| DATA PROVIDED |
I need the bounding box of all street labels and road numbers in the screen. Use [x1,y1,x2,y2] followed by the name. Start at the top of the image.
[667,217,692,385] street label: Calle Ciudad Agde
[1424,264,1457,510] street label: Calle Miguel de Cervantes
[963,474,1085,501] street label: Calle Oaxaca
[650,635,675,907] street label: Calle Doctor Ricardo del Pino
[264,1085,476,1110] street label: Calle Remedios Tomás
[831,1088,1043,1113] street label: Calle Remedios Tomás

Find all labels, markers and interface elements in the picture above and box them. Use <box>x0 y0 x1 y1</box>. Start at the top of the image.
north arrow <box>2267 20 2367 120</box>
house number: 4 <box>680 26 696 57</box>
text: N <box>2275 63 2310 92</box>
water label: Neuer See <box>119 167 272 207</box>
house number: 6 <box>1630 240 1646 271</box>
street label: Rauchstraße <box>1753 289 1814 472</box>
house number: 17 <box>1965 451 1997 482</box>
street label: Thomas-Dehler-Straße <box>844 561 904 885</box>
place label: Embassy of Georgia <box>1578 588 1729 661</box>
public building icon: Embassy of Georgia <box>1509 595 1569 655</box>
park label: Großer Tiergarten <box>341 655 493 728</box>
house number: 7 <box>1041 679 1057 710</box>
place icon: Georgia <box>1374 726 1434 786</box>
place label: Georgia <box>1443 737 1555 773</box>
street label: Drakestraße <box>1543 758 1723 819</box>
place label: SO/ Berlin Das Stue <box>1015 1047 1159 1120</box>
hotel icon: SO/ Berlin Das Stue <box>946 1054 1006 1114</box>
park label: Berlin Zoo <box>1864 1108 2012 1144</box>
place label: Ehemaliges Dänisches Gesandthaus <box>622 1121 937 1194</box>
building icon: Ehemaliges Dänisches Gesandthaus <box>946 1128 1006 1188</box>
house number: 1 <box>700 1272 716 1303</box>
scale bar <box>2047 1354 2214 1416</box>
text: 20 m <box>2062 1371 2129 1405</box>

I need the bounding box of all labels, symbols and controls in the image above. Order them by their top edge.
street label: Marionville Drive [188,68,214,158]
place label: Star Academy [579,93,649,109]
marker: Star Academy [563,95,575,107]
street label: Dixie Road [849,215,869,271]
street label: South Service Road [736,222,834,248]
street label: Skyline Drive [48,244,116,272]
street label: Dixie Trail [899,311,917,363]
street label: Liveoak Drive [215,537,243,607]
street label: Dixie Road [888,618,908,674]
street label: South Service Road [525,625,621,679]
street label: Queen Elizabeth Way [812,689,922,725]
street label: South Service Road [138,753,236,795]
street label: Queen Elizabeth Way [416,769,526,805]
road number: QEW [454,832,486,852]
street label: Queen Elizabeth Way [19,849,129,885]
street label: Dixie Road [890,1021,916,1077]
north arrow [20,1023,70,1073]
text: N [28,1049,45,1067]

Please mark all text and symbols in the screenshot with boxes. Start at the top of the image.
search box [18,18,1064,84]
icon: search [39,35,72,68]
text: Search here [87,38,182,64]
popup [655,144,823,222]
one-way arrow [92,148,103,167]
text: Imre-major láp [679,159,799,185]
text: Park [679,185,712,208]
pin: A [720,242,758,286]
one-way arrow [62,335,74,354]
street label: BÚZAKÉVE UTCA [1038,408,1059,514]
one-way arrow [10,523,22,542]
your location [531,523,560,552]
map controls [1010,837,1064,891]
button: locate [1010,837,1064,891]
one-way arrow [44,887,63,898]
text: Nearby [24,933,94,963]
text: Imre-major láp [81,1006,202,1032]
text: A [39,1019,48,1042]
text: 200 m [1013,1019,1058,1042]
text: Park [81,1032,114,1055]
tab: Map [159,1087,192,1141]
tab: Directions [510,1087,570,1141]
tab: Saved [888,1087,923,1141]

| ACTIVITY |
The complete data above is to be written out again as it stands.

| EXERCISE ANSWER |
I need the bounding box of all street labels and road numbers in the screen. Use [x1,y1,x2,y2] followed by the name. Start at the top of the image.
[667,217,692,385] street label: Calle Ciudad Agde
[1424,264,1457,510] street label: Calle Miguel de Cervantes
[963,474,1085,501] street label: Calle Oaxaca
[650,635,675,907] street label: Calle Doctor Ricardo del Pino
[264,1085,476,1110] street label: Calle Remedios Tomás
[831,1088,1043,1113] street label: Calle Remedios Tomás

Find all labels, markers and interface elements in the picture above and box them. Use <box>x0 y0 x1 y1</box>. Start at the top of the image.
north arrow <box>2267 20 2367 120</box>
house number: 4 <box>680 26 696 57</box>
text: N <box>2275 63 2310 92</box>
water label: Neuer See <box>119 167 272 207</box>
house number: 6 <box>1630 240 1646 271</box>
street label: Rauchstraße <box>1753 289 1814 472</box>
house number: 17 <box>1965 451 1997 482</box>
street label: Thomas-Dehler-Straße <box>844 561 904 885</box>
place label: Embassy of Georgia <box>1578 588 1729 661</box>
public building icon: Embassy of Georgia <box>1509 595 1569 655</box>
park label: Großer Tiergarten <box>341 655 493 728</box>
house number: 7 <box>1041 679 1057 710</box>
place icon: Georgia <box>1374 726 1434 786</box>
place label: Georgia <box>1443 737 1555 773</box>
street label: Drakestraße <box>1543 758 1723 819</box>
place label: SO/ Berlin Das Stue <box>1015 1047 1159 1120</box>
hotel icon: SO/ Berlin Das Stue <box>946 1054 1006 1114</box>
park label: Berlin Zoo <box>1864 1108 2012 1144</box>
place label: Ehemaliges Dänisches Gesandthaus <box>622 1121 937 1194</box>
building icon: Ehemaliges Dänisches Gesandthaus <box>946 1128 1006 1188</box>
house number: 1 <box>700 1272 716 1303</box>
scale bar <box>2047 1354 2214 1416</box>
text: 20 m <box>2062 1371 2129 1405</box>

I need the bounding box of all labels, symbols and controls in the image above. Order them by their top edge.
street label: Marionville Drive [188,68,214,158]
place label: Star Academy [579,93,649,109]
marker: Star Academy [563,95,575,107]
street label: Dixie Road [849,215,869,271]
street label: South Service Road [736,222,834,248]
street label: Skyline Drive [48,244,116,272]
street label: Dixie Trail [899,311,917,363]
street label: Liveoak Drive [215,537,243,607]
street label: Dixie Road [888,618,908,674]
street label: South Service Road [525,625,621,679]
street label: Queen Elizabeth Way [812,689,922,725]
street label: South Service Road [138,753,236,795]
street label: Queen Elizabeth Way [416,769,526,805]
road number: QEW [454,832,486,852]
street label: Queen Elizabeth Way [19,849,129,885]
street label: Dixie Road [890,1021,916,1077]
north arrow [20,1023,70,1073]
text: N [28,1049,45,1067]

Please mark all text and symbols in the screenshot with boxes. Start at the top of the image.
search box [18,18,1064,84]
icon: search [39,35,72,68]
text: Search here [87,38,182,64]
popup [655,144,823,222]
one-way arrow [92,148,103,167]
text: Imre-major láp [679,159,799,185]
text: Park [679,185,712,208]
pin: A [720,242,758,286]
one-way arrow [62,335,74,354]
street label: BÚZAKÉVE UTCA [1038,408,1059,514]
one-way arrow [10,523,22,542]
your location [531,523,560,552]
map controls [1010,837,1064,891]
button: locate [1010,837,1064,891]
one-way arrow [44,887,63,898]
text: Nearby [24,933,94,963]
text: Imre-major láp [81,1006,202,1032]
text: A [39,1019,48,1042]
text: 200 m [1013,1019,1058,1042]
text: Park [81,1032,114,1055]
tab: Map [159,1087,192,1141]
tab: Directions [510,1087,570,1141]
tab: Saved [888,1087,923,1141]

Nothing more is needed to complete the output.